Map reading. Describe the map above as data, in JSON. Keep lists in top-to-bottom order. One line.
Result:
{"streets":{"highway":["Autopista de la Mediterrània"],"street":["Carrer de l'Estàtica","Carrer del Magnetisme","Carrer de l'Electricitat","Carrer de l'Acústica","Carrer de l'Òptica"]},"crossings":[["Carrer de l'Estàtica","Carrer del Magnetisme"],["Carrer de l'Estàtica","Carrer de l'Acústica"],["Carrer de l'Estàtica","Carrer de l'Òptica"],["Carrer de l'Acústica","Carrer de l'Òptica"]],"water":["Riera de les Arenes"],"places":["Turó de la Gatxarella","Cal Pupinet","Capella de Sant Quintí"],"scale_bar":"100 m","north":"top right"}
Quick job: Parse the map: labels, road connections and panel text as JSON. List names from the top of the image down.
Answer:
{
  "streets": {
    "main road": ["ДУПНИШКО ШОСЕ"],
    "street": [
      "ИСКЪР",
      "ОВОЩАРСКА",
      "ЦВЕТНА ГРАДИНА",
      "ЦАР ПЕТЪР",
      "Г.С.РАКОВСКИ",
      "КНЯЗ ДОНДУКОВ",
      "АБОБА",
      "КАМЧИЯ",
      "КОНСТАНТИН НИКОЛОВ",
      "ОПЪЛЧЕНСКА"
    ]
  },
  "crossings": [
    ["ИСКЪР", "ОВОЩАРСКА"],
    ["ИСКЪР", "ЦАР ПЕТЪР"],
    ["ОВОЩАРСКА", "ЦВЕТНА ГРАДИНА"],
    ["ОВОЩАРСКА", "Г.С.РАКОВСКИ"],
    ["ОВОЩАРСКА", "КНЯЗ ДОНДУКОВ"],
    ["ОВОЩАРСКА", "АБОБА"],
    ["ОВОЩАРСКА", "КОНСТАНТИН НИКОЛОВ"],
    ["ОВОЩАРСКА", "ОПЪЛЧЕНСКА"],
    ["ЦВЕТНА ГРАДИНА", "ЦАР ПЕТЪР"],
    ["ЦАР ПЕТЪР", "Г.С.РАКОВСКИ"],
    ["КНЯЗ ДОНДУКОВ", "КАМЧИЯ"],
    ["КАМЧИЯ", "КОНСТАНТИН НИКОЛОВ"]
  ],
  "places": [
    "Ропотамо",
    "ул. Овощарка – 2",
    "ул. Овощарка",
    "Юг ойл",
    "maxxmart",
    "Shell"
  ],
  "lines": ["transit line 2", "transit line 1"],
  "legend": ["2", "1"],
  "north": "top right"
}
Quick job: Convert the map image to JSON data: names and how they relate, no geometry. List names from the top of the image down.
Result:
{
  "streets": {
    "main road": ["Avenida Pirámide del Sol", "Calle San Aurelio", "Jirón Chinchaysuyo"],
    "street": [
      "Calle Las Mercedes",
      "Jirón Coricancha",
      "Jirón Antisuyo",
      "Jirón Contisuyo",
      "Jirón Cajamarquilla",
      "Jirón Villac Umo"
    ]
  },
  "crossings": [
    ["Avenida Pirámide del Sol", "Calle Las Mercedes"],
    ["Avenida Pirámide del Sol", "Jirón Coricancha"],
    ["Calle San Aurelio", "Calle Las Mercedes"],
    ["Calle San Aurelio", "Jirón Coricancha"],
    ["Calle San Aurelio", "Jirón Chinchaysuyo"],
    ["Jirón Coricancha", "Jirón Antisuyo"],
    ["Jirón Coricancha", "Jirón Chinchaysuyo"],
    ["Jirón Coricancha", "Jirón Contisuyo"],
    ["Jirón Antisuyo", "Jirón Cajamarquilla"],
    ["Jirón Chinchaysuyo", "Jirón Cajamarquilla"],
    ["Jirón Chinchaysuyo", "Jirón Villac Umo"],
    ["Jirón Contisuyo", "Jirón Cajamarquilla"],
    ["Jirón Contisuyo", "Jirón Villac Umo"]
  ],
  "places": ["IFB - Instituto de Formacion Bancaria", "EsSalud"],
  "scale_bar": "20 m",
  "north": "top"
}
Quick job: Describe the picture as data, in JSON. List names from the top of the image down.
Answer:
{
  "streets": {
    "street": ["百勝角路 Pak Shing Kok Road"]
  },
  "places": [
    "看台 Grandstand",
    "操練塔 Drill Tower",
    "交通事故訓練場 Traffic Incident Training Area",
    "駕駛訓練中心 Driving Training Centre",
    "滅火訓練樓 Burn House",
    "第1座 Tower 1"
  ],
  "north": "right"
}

=== TASK TO CARRY OUT ===
Print all entries again, exactly.

=== EXERCISE RESPONSE ===
Map reading. Describe the map above as data, in JSON. Keep lists in top-to-bottom order. One line.
Result:
{"streets":{"highway":["Autopista de la Mediterrània"],"street":["Carrer de l'Estàtica","Carrer del Magnetisme","Carrer de l'Electricitat","Carrer de l'Acústica","Carrer de l'Òptica"]},"crossings":[["Carrer de l'Estàtica","Carrer del Magnetisme"],["Carrer de l'Estàtica","Carrer de l'Acústica"],["Carrer de l'Estàtica","Carrer de l'Òptica"],["Carrer de l'Acústica","Carrer de l'Òptica"]],"water":["Riera de les Arenes"],"places":["Turó de la Gatxarella","Cal Pupinet","Capella de Sant Quintí"],"scale_bar":"100 m","north":"top right"}
Quick job: Parse the map: labels, road connections and panel text as JSON. List names from the top of the image down.
Answer:
{
  "streets": {
    "main road": ["ДУПНИШКО ШОСЕ"],
    "street": [
      "ИСКЪР",
      "ОВОЩАРСКА",
      "ЦВЕТНА ГРАДИНА",
      "ЦАР ПЕТЪР",
      "Г.С.РАКОВСКИ",
      "КНЯЗ ДОНДУКОВ",
      "АБОБА",
      "КАМЧИЯ",
      "КОНСТАНТИН НИКОЛОВ",
      "ОПЪЛЧЕНСКА"
    ]
  },
  "crossings": [
    ["ИСКЪР", "ОВОЩАРСКА"],
    ["ИСКЪР", "ЦАР ПЕТЪР"],
    ["ОВОЩАРСКА", "ЦВЕТНА ГРАДИНА"],
    ["ОВОЩАРСКА", "Г.С.РАКОВСКИ"],
    ["ОВОЩАРСКА", "КНЯЗ ДОНДУКОВ"],
    ["ОВОЩАРСКА", "АБОБА"],
    ["ОВОЩАРСКА", "КОНСТАНТИН НИКОЛОВ"],
    ["ОВОЩАРСКА", "ОПЪЛЧЕНСКА"],
    ["ЦВЕТНА ГРАДИНА", "ЦАР ПЕТЪР"],
    ["ЦАР ПЕТЪР", "Г.С.РАКОВСКИ"],
    ["КНЯЗ ДОНДУКОВ", "КАМЧИЯ"],
    ["КАМЧИЯ", "КОНСТАНТИН НИКОЛОВ"]
  ],
  "places": [
    "Ропотамо",
    "ул. Овощарка – 2",
    "ул. Овощарка",
    "Юг ойл",
    "maxxmart",
    "Shell"
  ],
  "lines": ["transit line 2", "transit line 1"],
  "legend": ["2", "1"],
  "north": "top right"
}
Quick job: Convert the map image to JSON data: names and how they relate, no geometry. List names from the top of the image down.
Result:
{
  "streets": {
    "main road": ["Avenida Pirámide del Sol", "Calle San Aurelio", "Jirón Chinchaysuyo"],
    "street": [
      "Calle Las Mercedes",
      "Jirón Coricancha",
      "Jirón Antisuyo",
      "Jirón Contisuyo",
      "Jirón Cajamarquilla",
      "Jirón Villac Umo"
    ]
  },
  "crossings": [
    ["Avenida Pirámide del Sol", "Calle Las Mercedes"],
    ["Avenida Pirámide del Sol", "Jirón Coricancha"],
    ["Calle San Aurelio", "Calle Las Mercedes"],
    ["Calle San Aurelio", "Jirón Coricancha"],
    ["Calle San Aurelio", "Jirón Chinchaysuyo"],
    ["Jirón Coricancha", "Jirón Antisuyo"],
    ["Jirón Coricancha", "Jirón Chinchaysuyo"],
    ["Jirón Coricancha", "Jirón Contisuyo"],
    ["Jirón Antisuyo", "Jirón Cajamarquilla"],
    ["Jirón Chinchaysuyo", "Jirón Cajamarquilla"],
    ["Jirón Chinchaysuyo", "Jirón Villac Umo"],
    ["Jirón Contisuyo", "Jirón Cajamarquilla"],
    ["Jirón Contisuyo", "Jirón Villac Umo"]
  ],
  "places": ["IFB - Instituto de Formacion Bancaria", "EsSalud"],
  "scale_bar": "20 m",
  "north": "top"
}
Quick job: Describe the picture as data, in JSON. List names from the top of the image down.
Answer:
{
  "streets": {
    "street": ["百勝角路 Pak Shing Kok Road"]
  },
  "places": [
    "看台 Grandstand",
    "操練塔 Drill Tower",
    "交通事故訓練場 Traffic Incident Training Area",
    "駕駛訓練中心 Driving Training Centre",
    "滅火訓練樓 Burn House",
    "第1座 Tower 1"
  ],
  "north": "right"
}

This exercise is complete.